- [TASK DESCRIPTION]
Write out every record below exactly, so that nothing differs from what is shown.
Top of SOURCE DATA
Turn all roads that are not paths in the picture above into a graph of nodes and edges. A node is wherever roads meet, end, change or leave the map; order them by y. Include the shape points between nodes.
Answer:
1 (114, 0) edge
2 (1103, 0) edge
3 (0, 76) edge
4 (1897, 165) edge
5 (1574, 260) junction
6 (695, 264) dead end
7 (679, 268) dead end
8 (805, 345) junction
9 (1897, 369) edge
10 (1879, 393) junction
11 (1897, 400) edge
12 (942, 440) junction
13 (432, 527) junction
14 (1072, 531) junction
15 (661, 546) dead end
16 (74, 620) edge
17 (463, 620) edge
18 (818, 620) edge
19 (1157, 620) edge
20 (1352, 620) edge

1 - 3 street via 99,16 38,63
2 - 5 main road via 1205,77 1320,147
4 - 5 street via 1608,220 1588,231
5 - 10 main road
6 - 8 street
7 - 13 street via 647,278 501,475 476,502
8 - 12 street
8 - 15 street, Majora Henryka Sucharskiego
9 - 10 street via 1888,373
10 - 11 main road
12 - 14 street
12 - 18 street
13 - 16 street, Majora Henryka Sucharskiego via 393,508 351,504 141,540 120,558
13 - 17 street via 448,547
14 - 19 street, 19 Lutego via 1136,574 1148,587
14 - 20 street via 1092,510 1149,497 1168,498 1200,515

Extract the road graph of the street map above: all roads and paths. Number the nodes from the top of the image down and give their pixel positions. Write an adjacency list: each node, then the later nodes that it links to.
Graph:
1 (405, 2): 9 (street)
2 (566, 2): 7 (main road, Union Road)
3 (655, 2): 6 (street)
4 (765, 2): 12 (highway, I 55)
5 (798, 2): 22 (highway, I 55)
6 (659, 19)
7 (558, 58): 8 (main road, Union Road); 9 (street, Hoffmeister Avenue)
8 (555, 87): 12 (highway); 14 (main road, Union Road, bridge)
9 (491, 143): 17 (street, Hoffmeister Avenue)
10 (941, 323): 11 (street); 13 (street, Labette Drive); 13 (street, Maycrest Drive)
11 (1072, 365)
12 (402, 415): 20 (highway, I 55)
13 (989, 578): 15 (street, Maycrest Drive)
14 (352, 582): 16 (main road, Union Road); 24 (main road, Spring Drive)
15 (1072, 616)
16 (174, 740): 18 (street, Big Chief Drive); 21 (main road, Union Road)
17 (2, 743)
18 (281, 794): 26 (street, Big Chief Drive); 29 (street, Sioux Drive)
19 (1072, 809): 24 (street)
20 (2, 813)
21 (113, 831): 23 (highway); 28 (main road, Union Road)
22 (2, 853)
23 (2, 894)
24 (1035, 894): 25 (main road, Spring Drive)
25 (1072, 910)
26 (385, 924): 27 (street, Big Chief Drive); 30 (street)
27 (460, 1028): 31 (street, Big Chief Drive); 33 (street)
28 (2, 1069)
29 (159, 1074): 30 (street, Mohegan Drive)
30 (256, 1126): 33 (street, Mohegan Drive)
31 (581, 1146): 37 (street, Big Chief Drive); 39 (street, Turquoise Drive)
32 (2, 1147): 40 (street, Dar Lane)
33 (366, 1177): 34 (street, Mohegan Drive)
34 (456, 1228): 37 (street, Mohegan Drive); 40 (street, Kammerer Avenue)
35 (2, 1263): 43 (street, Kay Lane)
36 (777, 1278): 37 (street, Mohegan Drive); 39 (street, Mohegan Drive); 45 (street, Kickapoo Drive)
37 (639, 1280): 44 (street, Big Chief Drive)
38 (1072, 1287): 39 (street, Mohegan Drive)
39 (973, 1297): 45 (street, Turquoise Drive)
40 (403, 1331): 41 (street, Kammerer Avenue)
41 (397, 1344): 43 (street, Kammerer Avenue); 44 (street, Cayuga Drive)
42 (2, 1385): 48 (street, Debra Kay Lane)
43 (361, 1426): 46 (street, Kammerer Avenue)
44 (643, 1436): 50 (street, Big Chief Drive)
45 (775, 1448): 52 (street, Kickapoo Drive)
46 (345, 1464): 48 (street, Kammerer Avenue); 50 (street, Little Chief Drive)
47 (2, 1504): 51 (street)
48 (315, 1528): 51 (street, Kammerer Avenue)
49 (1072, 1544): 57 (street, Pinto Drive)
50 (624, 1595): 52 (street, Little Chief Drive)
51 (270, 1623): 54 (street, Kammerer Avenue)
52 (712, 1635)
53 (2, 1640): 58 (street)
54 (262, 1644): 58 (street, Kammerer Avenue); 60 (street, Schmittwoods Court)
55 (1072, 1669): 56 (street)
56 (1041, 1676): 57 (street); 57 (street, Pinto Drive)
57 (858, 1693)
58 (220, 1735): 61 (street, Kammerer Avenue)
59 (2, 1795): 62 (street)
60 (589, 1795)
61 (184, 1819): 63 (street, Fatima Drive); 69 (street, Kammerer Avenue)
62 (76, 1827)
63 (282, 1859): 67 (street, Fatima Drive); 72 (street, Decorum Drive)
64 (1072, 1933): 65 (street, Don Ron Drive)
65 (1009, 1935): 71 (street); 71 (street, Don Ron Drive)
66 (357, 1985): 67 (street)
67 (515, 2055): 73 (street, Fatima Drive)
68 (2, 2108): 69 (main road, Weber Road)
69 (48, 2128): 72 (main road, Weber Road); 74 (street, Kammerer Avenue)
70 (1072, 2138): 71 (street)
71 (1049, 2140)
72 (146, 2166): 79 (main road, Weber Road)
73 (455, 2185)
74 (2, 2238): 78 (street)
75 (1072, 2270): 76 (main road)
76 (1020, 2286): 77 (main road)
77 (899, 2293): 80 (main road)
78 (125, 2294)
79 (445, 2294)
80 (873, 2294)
Bottom of SOURCE DATA
- [RESULT OF THE EXERCISE]
Turn all roads that are not paths in the picture above into a graph of nodes and edges. A node is wherever roads meet, end, change or leave the map; order them by y. Include the shape points between nodes.
Answer:
1 (114, 0) edge
2 (1103, 0) edge
3 (0, 76) edge
4 (1897, 165) edge
5 (1574, 260) junction
6 (695, 264) dead end
7 (679, 268) dead end
8 (805, 345) junction
9 (1897, 369) edge
10 (1879, 393) junction
11 (1897, 400) edge
12 (942, 440) junction
13 (432, 527) junction
14 (1072, 531) junction
15 (661, 546) dead end
16 (74, 620) edge
17 (463, 620) edge
18 (818, 620) edge
19 (1157, 620) edge
20 (1352, 620) edge

1 - 3 street via 99,16 38,63
2 - 5 main road via 1205,77 1320,147
4 - 5 street via 1608,220 1588,231
5 - 10 main road
6 - 8 street
7 - 13 street via 647,278 501,475 476,502
8 - 12 street
8 - 15 street, Majora Henryka Sucharskiego
9 - 10 street via 1888,373
10 - 11 main road
12 - 14 street
12 - 18 street
13 - 16 street, Majora Henryka Sucharskiego via 393,508 351,504 141,540 120,558
13 - 17 street via 448,547
14 - 19 street, 19 Lutego via 1136,574 1148,587
14 - 20 street via 1092,510 1149,497 1168,498 1200,515

Extract the road graph of the street map above: all roads and paths. Number the nodes from the top of the image down and give their pixel positions. Write an adjacency list: each node, then the later nodes that it links to.
Graph:
1 (405, 2): 9 (street)
2 (566, 2): 7 (main road, Union Road)
3 (655, 2): 6 (street)
4 (765, 2): 12 (highway, I 55)
5 (798, 2): 22 (highway, I 55)
6 (659, 19)
7 (558, 58): 8 (main road, Union Road); 9 (street, Hoffmeister Avenue)
8 (555, 87): 12 (highway); 14 (main road, Union Road, bridge)
9 (491, 143): 17 (street, Hoffmeister Avenue)
10 (941, 323): 11 (street); 13 (street, Labette Drive); 13 (street, Maycrest Drive)
11 (1072, 365)
12 (402, 415): 20 (highway, I 55)
13 (989, 578): 15 (street, Maycrest Drive)
14 (352, 582): 16 (main road, Union Road); 24 (main road, Spring Drive)
15 (1072, 616)
16 (174, 740): 18 (street, Big Chief Drive); 21 (main road, Union Road)
17 (2, 743)
18 (281, 794): 26 (street, Big Chief Drive); 29 (street, Sioux Drive)
19 (1072, 809): 24 (street)
20 (2, 813)
21 (113, 831): 23 (highway); 28 (main road, Union Road)
22 (2, 853)
23 (2, 894)
24 (1035, 894): 25 (main road, Spring Drive)
25 (1072, 910)
26 (385, 924): 27 (street, Big Chief Drive); 30 (street)
27 (460, 1028): 31 (street, Big Chief Drive); 33 (street)
28 (2, 1069)
29 (159, 1074): 30 (street, Mohegan Drive)
30 (256, 1126): 33 (street, Mohegan Drive)
31 (581, 1146): 37 (street, Big Chief Drive); 39 (street, Turquoise Drive)
32 (2, 1147): 40 (street, Dar Lane)
33 (366, 1177): 34 (street, Mohegan Drive)
34 (456, 1228): 37 (street, Mohegan Drive); 40 (street, Kammerer Avenue)
35 (2, 1263): 43 (street, Kay Lane)
36 (777, 1278): 37 (street, Mohegan Drive); 39 (street, Mohegan Drive); 45 (street, Kickapoo Drive)
37 (639, 1280): 44 (street, Big Chief Drive)
38 (1072, 1287): 39 (street, Mohegan Drive)
39 (973, 1297): 45 (street, Turquoise Drive)
40 (403, 1331): 41 (street, Kammerer Avenue)
41 (397, 1344): 43 (street, Kammerer Avenue); 44 (street, Cayuga Drive)
42 (2, 1385): 48 (street, Debra Kay Lane)
43 (361, 1426): 46 (street, Kammerer Avenue)
44 (643, 1436): 50 (street, Big Chief Drive)
45 (775, 1448): 52 (street, Kickapoo Drive)
46 (345, 1464): 48 (street, Kammerer Avenue); 50 (street, Little Chief Drive)
47 (2, 1504): 51 (street)
48 (315, 1528): 51 (street, Kammerer Avenue)
49 (1072, 1544): 57 (street, Pinto Drive)
50 (624, 1595): 52 (street, Little Chief Drive)
51 (270, 1623): 54 (street, Kammerer Avenue)
52 (712, 1635)
53 (2, 1640): 58 (street)
54 (262, 1644): 58 (street, Kammerer Avenue); 60 (street, Schmittwoods Court)
55 (1072, 1669): 56 (street)
56 (1041, 1676): 57 (street); 57 (street, Pinto Drive)
57 (858, 1693)
58 (220, 1735): 61 (street, Kammerer Avenue)
59 (2, 1795): 62 (street)
60 (589, 1795)
61 (184, 1819): 63 (street, Fatima Drive); 69 (street, Kammerer Avenue)
62 (76, 1827)
63 (282, 1859): 67 (street, Fatima Drive); 72 (street, Decorum Drive)
64 (1072, 1933): 65 (street, Don Ron Drive)
65 (1009, 1935): 71 (street); 71 (street, Don Ron Drive)
66 (357, 1985): 67 (street)
67 (515, 2055): 73 (street, Fatima Drive)
68 (2, 2108): 69 (main road, Weber Road)
69 (48, 2128): 72 (main road, Weber Road); 74 (street, Kammerer Avenue)
70 (1072, 2138): 71 (street)
71 (1049, 2140)
72 (146, 2166): 79 (main road, Weber Road)
73 (455, 2185)
74 (2, 2238): 78 (street)
75 (1072, 2270): 76 (main road)
76 (1020, 2286): 77 (main road)
77 (899, 2293): 80 (main road)
78 (125, 2294)
79 (445, 2294)
80 (873, 2294)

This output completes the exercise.